Zemel’s intellectual contributions are vast, as she had a tremendous appetite for ideas, images and stories, as well as a worldwide network of friends, colleagues and former students in many fields of thought.
Zemel (née Moscovitch) was born on Aug. 19, 1941, in Montreal, Que. She attended Westmount High school, and in 1962 completed a BA in arts at McGill University. She moved to New York to study at Columbia University, where she completed her PhD.
Before moving to Toronto in 2001 to become Chair of the Department of Art and Art History at York University, Zemel served as professor of art history at the State University of New York at Buffalo.
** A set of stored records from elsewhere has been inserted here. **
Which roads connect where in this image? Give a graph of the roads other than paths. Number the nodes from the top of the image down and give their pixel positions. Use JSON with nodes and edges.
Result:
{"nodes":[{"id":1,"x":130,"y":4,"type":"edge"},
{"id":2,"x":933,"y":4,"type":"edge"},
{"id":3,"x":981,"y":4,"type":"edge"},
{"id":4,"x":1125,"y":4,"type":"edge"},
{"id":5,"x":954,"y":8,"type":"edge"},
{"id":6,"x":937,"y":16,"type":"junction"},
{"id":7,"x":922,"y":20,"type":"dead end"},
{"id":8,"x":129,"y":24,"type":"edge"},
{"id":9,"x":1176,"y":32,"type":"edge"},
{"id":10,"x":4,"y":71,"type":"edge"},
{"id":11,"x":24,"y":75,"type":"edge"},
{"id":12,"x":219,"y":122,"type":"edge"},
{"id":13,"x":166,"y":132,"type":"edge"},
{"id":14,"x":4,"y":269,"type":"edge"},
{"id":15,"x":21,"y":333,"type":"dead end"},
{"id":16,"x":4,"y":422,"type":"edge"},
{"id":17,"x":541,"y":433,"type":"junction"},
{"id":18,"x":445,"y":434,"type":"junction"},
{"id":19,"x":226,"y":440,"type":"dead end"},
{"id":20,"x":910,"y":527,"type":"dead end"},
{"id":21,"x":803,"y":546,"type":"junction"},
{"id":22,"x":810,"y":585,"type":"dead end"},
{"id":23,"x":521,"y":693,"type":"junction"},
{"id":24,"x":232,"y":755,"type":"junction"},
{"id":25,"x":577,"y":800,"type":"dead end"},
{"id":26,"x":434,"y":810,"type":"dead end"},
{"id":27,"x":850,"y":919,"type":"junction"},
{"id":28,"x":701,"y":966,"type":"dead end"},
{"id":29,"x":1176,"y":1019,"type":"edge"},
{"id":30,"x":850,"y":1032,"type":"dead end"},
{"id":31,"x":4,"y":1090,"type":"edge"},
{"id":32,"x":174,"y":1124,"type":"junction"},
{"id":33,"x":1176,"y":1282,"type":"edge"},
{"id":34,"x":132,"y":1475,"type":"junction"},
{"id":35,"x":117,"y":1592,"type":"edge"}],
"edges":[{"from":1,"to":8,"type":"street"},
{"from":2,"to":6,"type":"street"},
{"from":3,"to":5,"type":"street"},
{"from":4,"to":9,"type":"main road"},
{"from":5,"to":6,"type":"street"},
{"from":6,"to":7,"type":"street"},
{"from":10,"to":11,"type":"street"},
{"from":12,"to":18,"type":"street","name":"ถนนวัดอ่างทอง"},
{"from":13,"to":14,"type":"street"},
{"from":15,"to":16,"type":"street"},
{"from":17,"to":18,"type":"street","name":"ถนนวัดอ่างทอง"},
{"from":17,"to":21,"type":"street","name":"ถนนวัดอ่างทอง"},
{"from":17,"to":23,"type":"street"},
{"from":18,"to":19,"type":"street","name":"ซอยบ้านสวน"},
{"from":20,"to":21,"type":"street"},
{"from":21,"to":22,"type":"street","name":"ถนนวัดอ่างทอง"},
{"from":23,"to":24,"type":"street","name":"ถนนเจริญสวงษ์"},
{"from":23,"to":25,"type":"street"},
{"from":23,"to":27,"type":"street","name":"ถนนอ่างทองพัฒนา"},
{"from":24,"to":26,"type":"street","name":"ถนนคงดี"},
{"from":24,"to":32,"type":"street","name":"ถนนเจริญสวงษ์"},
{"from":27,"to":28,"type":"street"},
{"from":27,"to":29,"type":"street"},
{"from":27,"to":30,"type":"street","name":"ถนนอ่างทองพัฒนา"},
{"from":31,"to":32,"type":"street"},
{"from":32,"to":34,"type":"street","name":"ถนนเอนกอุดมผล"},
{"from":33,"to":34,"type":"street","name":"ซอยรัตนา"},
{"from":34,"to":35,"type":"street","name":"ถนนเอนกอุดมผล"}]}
She began her career as a scholar of Vincent van Gogh and wrote three books about the artist, including Van Gogh’s Progress: Utopia, Modernity, and Late Nineteenth Century Art (University of California Press, 1997) and The Formation of a Legend: Van Gogh Criticism, 1890-1920 (UMI Research Press, 1980).
In the early 2000s, Zemel turned her attention to Jewish studies, a turn that constituted what she called a major reorientation of her scholarly work, and which culminated in the publication of Looking Jewish: Visual Culture and Modern Diaspora (Indiana University Press, 2015).
Looking Jewish is dedicated to the memory of Zemel’s parents: Joseph William Moscovitch (Vaslui, Rumania, 1900-Montreal, 1949) and Beatrice (Rebekah) Greenblatt (Izyaslavl, Ukraine, 1913-Montreal, 1981), whose lives were marked by migratory experience and self-fashioning. One of Zemel’s last essays was devoted to representations of Jewish migration (“In Transit: No End in Sight,” AJS Perspectives, Fall 2017).
Similar to her own trajectory, Zemel sought to explore work by artists whose work referred to their Jewish identity, and who achieved recognition and success among both Jews and the non-Jewish cultural mainstream.
Zemel’s turn toward Jewish studies may have begun in Amsterdam, where she stumbled upon Roman Vishniac’s photographic collection of images of Jewish life in Europe before the Holocaust, A Vanished World (1977), as well as Lithuanian-born photo montage artist Moi Ver’s (Moshé Raviv-Vorobeichic), Ghetto Lane in Vilna (1931).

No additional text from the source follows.